§ **Work instruction**
Gather every line in the records below that contains the word "Stalingrad".

*** Dataset content ***

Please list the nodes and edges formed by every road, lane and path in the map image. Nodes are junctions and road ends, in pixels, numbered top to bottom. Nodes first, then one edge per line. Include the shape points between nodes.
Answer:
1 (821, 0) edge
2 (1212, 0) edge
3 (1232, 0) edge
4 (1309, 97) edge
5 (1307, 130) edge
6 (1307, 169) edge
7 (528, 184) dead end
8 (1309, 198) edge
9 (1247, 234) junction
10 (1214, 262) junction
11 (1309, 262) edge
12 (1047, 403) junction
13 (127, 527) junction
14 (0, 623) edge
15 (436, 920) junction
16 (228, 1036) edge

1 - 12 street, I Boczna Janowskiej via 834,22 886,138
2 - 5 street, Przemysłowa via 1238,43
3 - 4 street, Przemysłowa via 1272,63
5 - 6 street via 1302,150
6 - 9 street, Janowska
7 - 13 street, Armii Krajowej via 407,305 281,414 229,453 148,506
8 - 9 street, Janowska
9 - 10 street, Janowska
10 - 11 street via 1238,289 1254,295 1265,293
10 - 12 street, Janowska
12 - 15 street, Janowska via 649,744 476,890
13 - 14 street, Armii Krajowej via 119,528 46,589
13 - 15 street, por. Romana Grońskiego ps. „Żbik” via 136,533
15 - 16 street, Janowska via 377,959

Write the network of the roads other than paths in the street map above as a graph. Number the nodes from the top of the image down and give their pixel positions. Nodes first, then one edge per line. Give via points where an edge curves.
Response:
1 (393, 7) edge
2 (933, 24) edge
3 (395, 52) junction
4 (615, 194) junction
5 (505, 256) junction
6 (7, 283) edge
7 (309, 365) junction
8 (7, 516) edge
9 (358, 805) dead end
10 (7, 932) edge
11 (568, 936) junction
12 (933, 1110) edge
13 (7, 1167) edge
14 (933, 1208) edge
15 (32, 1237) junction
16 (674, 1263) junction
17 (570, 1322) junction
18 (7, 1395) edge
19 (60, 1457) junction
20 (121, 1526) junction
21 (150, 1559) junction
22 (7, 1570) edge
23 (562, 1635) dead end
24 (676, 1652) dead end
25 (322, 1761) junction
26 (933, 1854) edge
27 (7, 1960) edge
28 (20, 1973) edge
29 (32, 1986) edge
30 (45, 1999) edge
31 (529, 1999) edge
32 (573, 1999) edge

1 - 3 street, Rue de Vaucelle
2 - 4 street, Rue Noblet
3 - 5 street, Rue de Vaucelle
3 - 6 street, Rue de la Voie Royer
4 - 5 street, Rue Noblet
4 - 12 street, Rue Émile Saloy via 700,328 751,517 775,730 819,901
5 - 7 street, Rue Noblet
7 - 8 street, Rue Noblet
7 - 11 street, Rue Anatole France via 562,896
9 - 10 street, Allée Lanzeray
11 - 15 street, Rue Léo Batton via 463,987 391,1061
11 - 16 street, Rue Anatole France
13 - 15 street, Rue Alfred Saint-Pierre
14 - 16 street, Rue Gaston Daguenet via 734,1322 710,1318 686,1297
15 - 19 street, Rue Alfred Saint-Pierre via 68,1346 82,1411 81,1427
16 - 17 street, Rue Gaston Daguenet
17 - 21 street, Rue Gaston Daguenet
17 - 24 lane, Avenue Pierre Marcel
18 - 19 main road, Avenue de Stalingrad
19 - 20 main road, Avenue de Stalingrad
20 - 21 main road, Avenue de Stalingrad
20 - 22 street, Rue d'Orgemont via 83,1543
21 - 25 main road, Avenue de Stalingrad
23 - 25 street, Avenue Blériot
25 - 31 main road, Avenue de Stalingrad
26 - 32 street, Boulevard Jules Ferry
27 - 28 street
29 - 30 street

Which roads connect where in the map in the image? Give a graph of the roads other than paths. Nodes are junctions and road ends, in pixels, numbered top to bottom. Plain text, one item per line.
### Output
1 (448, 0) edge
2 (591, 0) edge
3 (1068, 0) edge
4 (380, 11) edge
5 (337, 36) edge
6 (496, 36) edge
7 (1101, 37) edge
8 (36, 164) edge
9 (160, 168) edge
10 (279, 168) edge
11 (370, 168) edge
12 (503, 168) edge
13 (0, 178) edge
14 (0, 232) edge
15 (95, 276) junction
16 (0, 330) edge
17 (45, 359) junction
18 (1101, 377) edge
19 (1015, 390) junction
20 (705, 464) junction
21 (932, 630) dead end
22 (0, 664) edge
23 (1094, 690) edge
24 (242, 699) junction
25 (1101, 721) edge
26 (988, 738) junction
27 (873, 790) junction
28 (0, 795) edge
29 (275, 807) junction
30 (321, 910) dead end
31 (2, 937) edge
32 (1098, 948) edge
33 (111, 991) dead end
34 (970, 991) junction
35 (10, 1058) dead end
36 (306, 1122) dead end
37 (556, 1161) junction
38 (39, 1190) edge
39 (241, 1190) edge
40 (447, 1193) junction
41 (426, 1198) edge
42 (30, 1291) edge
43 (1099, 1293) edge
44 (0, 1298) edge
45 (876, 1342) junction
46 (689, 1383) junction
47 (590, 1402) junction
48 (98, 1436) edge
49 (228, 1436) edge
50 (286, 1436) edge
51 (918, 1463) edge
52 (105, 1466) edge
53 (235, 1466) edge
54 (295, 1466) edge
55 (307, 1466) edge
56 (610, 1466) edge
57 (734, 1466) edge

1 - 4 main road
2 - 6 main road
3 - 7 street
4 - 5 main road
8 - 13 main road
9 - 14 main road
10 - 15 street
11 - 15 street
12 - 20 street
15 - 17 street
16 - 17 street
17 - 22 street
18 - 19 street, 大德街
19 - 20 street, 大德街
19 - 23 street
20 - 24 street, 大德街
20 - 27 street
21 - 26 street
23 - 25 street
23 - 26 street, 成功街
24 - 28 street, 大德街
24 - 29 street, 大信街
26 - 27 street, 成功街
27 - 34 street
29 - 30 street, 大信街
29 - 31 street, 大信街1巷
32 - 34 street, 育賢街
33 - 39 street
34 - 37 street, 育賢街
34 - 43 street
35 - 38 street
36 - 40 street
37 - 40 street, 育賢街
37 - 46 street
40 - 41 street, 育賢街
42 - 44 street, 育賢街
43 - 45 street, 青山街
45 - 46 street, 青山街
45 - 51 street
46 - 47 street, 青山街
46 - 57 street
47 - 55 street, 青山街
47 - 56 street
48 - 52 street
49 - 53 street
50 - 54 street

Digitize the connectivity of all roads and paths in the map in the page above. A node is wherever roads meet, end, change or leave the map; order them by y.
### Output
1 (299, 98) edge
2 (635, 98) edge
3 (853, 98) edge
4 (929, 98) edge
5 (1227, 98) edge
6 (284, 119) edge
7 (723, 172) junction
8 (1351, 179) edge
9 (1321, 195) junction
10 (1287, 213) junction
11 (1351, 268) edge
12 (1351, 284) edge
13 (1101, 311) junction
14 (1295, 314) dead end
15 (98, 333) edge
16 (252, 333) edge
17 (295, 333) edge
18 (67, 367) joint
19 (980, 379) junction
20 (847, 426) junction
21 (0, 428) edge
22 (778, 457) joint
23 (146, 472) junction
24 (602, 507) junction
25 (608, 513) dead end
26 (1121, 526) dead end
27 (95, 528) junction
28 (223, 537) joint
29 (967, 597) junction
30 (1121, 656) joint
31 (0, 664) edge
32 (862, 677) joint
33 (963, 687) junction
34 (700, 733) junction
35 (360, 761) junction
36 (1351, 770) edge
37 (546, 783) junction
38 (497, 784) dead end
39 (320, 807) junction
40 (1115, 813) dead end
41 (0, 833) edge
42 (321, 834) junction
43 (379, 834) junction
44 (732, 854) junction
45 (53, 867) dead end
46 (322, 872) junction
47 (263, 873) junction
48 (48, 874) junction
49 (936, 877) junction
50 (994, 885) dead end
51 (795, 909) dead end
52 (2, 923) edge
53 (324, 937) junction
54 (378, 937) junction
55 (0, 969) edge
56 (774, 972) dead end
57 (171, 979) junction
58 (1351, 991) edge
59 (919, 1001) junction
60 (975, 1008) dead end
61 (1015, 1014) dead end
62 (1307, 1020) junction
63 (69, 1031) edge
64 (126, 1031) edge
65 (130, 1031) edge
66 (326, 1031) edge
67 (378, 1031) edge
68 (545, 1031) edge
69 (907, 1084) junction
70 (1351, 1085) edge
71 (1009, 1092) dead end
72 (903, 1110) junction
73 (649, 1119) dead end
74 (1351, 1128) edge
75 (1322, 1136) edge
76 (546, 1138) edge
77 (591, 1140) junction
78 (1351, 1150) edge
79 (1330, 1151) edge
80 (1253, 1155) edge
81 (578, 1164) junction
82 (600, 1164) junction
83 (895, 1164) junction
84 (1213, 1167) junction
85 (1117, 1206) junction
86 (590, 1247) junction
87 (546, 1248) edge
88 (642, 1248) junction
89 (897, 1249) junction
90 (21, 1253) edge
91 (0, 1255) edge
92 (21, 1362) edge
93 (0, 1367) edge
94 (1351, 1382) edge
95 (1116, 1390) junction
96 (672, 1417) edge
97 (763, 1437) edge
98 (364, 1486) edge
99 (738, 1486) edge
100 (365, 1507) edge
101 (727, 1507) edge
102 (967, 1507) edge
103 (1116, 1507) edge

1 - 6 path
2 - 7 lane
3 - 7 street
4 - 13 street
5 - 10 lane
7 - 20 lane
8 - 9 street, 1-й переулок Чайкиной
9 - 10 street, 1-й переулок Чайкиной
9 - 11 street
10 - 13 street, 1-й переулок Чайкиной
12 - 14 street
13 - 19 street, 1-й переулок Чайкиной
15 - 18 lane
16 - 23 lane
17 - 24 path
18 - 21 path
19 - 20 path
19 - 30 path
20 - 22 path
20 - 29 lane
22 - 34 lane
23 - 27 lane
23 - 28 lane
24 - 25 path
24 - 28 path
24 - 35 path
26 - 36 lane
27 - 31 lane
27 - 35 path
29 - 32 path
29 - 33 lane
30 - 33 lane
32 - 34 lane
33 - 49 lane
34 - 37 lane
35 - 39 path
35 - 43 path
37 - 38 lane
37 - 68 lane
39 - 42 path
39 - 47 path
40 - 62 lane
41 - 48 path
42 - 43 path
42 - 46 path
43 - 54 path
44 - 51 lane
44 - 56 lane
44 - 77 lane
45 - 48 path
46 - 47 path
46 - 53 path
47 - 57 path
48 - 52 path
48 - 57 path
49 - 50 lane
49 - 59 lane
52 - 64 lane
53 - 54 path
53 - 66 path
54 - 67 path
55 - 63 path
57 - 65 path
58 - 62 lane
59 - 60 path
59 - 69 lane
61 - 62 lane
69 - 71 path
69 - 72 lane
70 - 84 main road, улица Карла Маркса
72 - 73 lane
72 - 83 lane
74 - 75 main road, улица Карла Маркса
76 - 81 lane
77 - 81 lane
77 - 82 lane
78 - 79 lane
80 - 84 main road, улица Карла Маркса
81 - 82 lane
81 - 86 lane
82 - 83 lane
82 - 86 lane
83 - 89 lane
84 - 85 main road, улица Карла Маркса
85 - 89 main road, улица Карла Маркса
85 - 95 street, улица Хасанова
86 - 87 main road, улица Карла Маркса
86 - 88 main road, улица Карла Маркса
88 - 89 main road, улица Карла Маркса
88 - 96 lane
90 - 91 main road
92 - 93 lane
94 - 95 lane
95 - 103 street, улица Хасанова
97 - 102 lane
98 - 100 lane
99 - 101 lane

*** End of Dataset content ***

§ **Task solution**
18 - 19 main road, Avenue de Stalingrad
19 - 20 main road, Avenue de Stalingrad
20 - 21 main road, Avenue de Stalingrad
21 - 25 main road, Avenue de Stalingrad
25 - 31 main road, Avenue de Stalingrad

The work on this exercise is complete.